Mr. Lavine tore up one of the boards under his feet in the cockpit. A man with half an eye could have seen the scum of gasoline on the bilge in the cockpit.
“Leak!” he exclaimed, wrathfully. “I should say you had been using the boat’s bottom for a gasoline tank. Why! we might have been blown up a dozen times.”
“I expect the leak’s in the feed pipe,” confessed the boatman. “But I thought I’d got her fixed las’ week.”
“You’ve got us fixed,” snapped Mr. Lavine. “’Way out here in the middle of Lake Honotonka, too–and I in a hurry.”
“Wal,” said the man, “I’ll putty up the leak and you see if you kin swab out the boat. I wouldn’t dare try and ignite her again with so much gasoline around.”
“I–should–say–not!” gasped the gentleman, and removed his coat, rolled up his sleeves and his trousers, and set to work.
They both labored like beavers for half an hour and then the boatman did the very silliest thing one can imagine. He had worked hard and, being a man addicted to tobacco, he felt the need of a smoke.
He pulled out his pipe, filled it, unnoticed by Mr. Lavine, who was still trying to swab out the last of the bilge and gasoline, and scratched a match. He was directly in front of the hood of the boat when he did it.
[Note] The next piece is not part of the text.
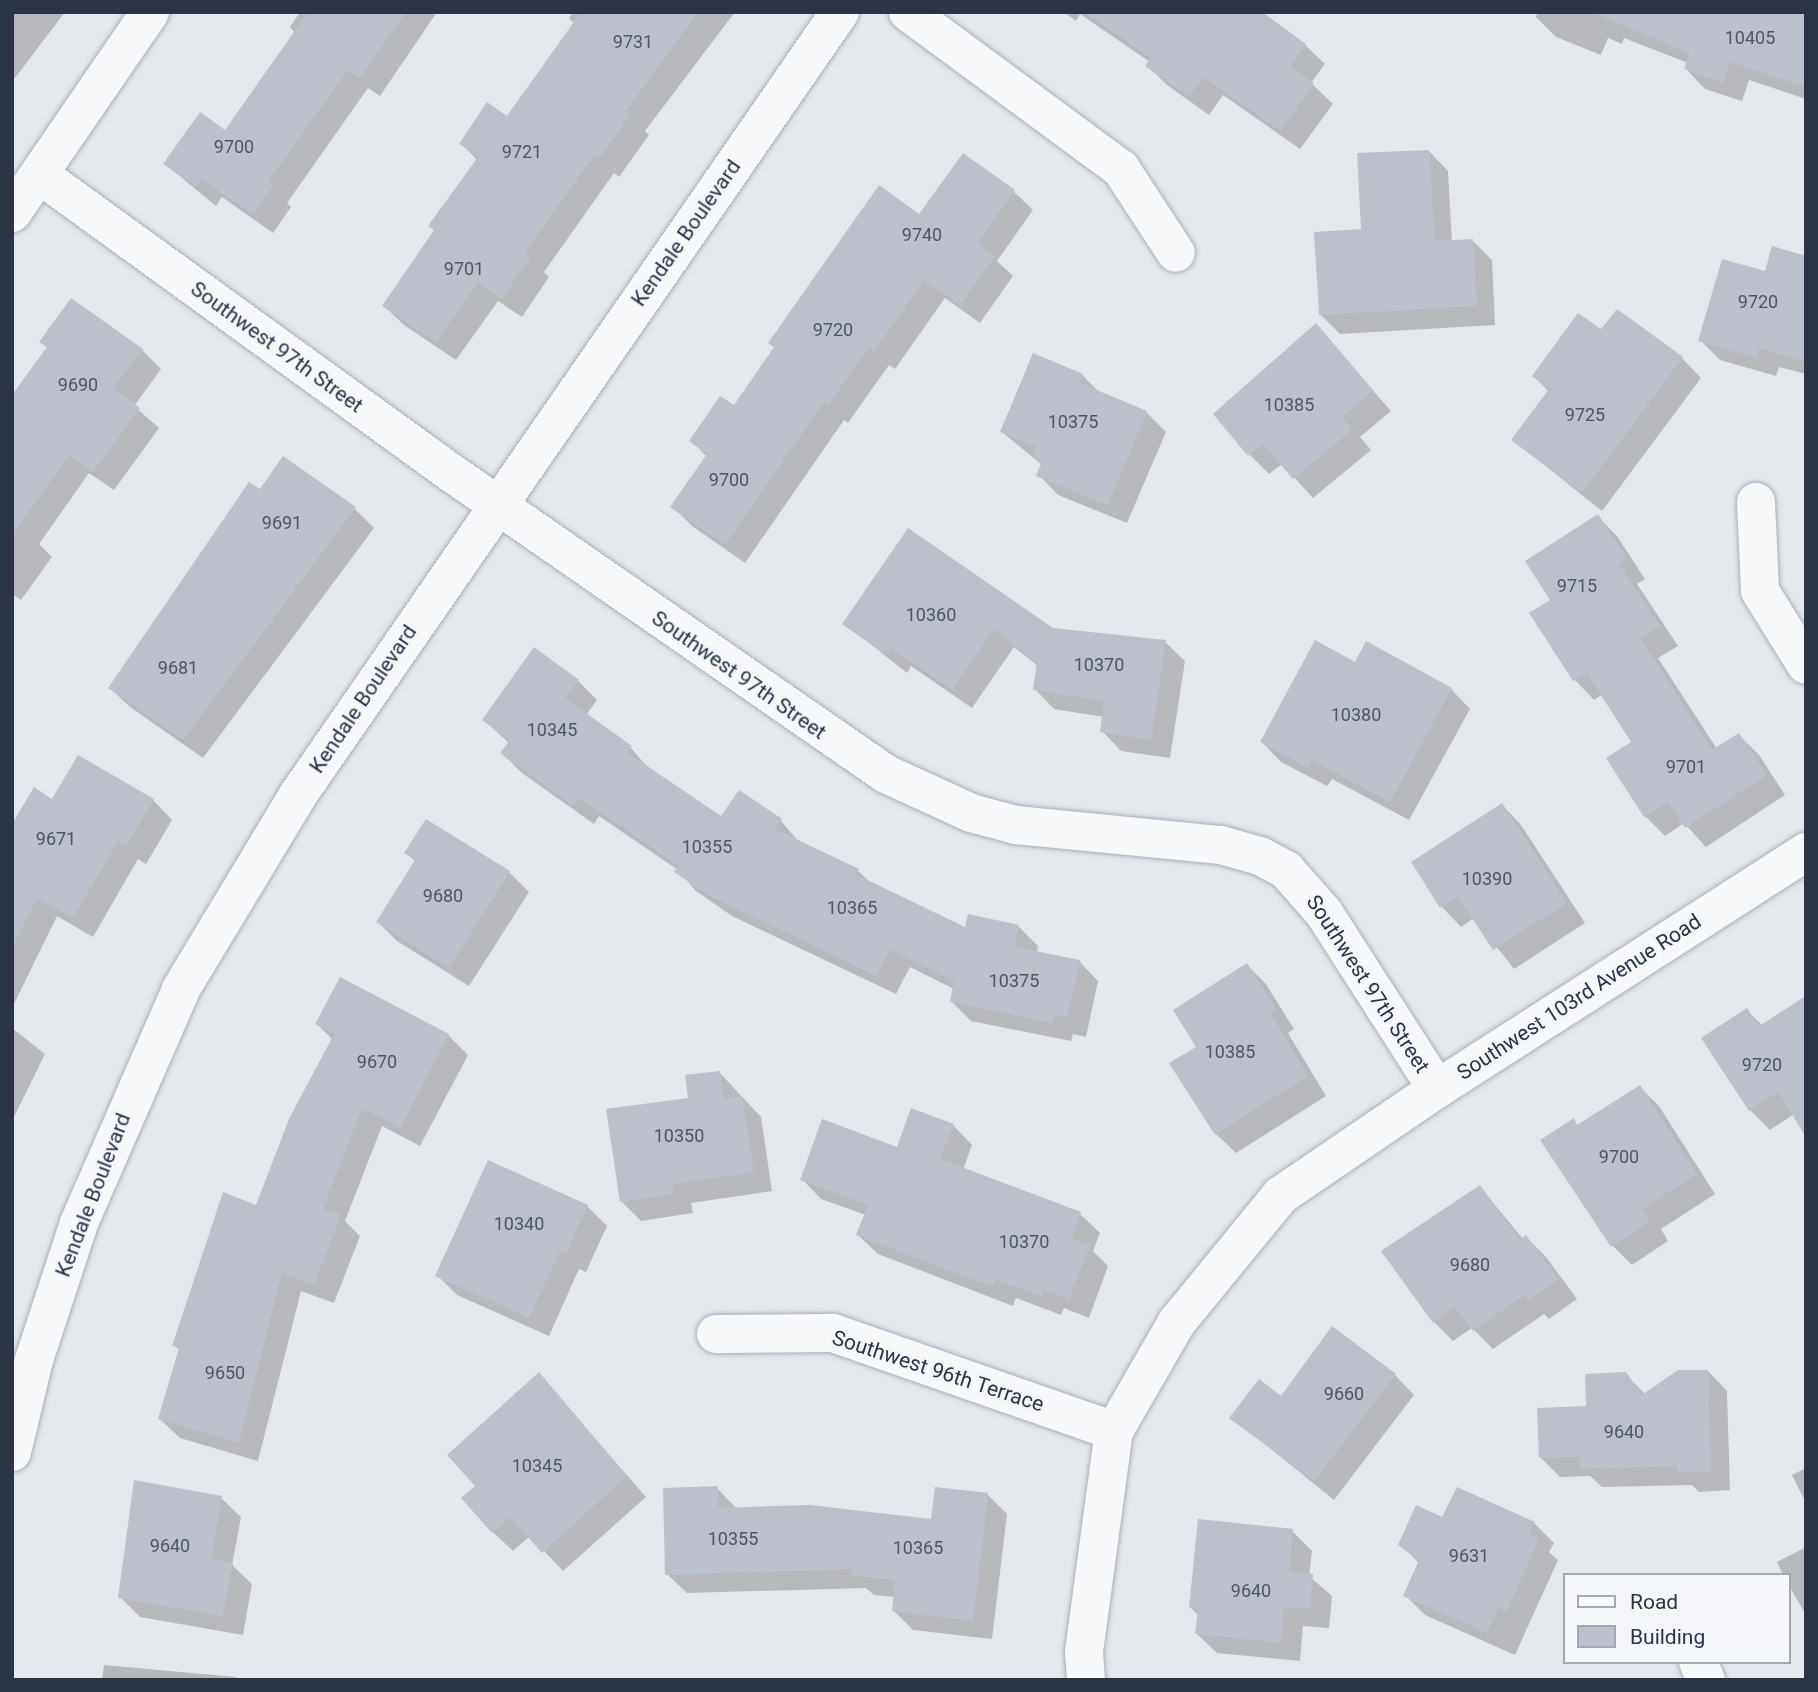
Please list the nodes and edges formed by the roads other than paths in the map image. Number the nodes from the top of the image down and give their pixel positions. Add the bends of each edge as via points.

The next moment there was a flash, a roar, and the man was flung the length of the boat, against Mr. Lavine in the stern, and the two almost went overboard.
The foolish smoker lost his mustache, eyebrows, and lashes, and a lot of his front hair. He was scorched quite severely, too; but the peril which menaced them with the front of the boat in flames drove the thought of his burns from the fellow’s mind.
“And I can’t swim a stroke, boss!” he cried.